However, I ended up switching back for two main reasons:

1\. the touchpad is good but not nearly as good. I would regularly
accidentally click on things while scrolling, despite fiddling with the
settings. It was maddening.

2\. For my work, Linux is a better fit than Windows. When I installed Ubuntu
on the X1, both the touchpad and trackpoint were _entirely_ unusable. I did a
bit of searching and tried a few recommendations but never got it to work. I
don't want to carry around a mouse.

I now have the new MacBook Air and I'm generally happy with it. Keyboard is
not as good as the old ones in my opinion.

------
asselinpaul
Recently tried the switch. Bought a top-spec Thinkpad P1, installed a few
distros.

Ended up returning it due to:

    
    
        - poor scaling on 4k display (Linux)
    
        - awful speakers
    
        - poor battery life
    

Reluctantly back on a MBP — no complaints besides the useless Touchbar.

Things _just work_.

------
javajosh
This might be weird, but what I want is something like a real TempleOS. Maybe
something like a kernel and all the apps are written in Rebol, where the whole
base system including window manager is 1MB max and you can easily, instantly
drop into a mode where you can edit anything down to memory and CPU registers.
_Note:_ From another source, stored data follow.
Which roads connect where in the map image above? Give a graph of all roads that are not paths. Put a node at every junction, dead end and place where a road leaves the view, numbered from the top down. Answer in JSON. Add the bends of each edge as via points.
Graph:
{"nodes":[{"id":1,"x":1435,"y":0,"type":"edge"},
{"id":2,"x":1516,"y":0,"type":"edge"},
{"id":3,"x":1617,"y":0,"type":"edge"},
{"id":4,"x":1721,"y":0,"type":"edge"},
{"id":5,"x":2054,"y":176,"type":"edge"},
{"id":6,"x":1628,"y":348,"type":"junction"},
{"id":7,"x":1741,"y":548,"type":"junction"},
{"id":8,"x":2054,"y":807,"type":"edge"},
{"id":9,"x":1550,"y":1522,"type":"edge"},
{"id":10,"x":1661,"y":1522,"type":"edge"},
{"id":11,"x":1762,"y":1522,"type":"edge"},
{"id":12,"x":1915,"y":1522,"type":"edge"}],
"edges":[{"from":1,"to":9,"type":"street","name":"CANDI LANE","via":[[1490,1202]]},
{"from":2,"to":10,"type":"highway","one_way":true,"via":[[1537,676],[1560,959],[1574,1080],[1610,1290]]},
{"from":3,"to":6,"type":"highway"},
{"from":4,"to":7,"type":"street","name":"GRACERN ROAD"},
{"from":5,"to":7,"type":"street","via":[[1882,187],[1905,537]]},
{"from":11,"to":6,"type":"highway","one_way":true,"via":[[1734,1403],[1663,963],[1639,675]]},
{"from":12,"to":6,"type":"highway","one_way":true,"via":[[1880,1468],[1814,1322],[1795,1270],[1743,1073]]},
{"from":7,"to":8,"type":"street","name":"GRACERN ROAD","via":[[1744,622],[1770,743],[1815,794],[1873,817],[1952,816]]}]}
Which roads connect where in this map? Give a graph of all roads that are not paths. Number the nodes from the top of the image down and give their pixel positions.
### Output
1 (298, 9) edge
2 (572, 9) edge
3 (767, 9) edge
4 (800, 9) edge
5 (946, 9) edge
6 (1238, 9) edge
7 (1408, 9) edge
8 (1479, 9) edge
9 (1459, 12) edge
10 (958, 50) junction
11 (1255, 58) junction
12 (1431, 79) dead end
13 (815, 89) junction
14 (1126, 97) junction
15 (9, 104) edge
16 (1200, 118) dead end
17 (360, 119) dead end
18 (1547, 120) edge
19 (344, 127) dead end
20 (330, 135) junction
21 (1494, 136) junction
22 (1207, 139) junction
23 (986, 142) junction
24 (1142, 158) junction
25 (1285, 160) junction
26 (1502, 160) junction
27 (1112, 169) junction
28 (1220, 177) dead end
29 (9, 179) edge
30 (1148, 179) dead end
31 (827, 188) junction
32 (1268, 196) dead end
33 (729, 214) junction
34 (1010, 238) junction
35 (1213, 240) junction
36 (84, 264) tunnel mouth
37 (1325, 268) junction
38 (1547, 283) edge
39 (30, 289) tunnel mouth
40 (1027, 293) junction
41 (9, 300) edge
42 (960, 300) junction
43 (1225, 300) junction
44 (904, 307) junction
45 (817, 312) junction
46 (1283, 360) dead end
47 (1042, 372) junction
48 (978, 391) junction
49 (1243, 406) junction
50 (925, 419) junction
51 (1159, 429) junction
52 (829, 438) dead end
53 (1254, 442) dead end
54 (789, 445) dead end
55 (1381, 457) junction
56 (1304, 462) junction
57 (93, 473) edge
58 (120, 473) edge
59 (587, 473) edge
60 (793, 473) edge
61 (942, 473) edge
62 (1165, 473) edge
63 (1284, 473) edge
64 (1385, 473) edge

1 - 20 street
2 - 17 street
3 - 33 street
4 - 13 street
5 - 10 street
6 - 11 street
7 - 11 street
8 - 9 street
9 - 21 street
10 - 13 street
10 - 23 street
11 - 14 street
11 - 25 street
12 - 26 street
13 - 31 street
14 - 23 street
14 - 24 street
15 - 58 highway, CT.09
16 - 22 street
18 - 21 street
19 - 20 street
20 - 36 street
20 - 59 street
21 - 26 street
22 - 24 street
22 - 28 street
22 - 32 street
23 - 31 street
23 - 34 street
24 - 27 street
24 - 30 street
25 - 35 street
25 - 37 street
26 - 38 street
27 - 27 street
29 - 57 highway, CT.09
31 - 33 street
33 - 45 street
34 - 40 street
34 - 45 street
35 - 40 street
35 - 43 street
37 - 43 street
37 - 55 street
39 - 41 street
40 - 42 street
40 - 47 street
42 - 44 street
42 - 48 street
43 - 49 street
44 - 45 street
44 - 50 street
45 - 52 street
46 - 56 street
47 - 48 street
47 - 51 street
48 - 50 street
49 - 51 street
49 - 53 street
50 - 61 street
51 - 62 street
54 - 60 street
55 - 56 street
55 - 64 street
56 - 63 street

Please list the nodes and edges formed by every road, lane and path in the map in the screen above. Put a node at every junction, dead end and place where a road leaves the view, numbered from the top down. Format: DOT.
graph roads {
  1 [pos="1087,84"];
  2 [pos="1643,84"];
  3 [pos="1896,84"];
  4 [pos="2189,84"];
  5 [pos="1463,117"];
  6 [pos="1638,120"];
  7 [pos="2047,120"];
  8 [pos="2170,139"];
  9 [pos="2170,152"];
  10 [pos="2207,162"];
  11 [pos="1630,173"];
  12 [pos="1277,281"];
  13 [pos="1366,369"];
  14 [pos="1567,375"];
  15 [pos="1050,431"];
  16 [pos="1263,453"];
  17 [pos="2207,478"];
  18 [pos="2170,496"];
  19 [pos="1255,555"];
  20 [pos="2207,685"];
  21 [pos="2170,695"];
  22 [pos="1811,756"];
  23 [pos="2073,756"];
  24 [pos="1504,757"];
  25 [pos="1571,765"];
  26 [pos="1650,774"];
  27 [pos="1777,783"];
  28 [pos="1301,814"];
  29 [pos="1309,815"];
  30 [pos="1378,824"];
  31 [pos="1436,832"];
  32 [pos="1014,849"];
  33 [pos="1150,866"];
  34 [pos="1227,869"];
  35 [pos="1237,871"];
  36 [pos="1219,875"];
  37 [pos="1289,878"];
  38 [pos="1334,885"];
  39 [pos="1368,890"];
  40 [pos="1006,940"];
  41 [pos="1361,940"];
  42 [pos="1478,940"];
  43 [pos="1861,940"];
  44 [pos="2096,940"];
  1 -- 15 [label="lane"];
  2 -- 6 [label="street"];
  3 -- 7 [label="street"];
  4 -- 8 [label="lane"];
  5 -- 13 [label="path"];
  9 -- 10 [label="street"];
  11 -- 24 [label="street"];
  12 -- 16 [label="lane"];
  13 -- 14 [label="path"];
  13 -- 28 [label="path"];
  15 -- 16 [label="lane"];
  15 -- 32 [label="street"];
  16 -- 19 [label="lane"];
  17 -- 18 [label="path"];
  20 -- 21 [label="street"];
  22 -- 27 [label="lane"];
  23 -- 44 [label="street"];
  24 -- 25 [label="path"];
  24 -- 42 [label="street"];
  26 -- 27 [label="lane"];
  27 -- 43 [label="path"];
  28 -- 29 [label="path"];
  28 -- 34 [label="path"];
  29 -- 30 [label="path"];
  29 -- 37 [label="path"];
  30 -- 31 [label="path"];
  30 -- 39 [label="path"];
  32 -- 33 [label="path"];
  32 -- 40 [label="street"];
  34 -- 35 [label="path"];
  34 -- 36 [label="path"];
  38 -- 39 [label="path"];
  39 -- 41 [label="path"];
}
It seems to me that what the Linux desktop gives you is a bad compromise
between this hackers paradise (which isn't very practical and very productive
in one quirky mode) and a software developers paradise (quite practical and
productive in a wide variety of modes). The right solution is a late 2016 MBPr
(the one with magsafe and SD card and good keyboard), _and_ a Thinkpad with my
fantasy RebolOS running on it.

------
perfect_wave
I'm surprised no one has mentioned the price of the laptop that the author
gets. The thing is $1,400 base price - and that's with a 120 GB SSD and 4 GB
of RAM. Up it to 8 GB of RAM and a 500 GB SSD and you're paying $1,7000.

Seems quite the hefty price to pay.

------
k__
I read that more and more parts are soldered on the logic board in the new
version, which means people have to buy new macbooks every few years anyway.

I tried to upgrade my RAM and found out it's soldered in, whelp, lets see how
long I can stand 8GB of RAM, haha.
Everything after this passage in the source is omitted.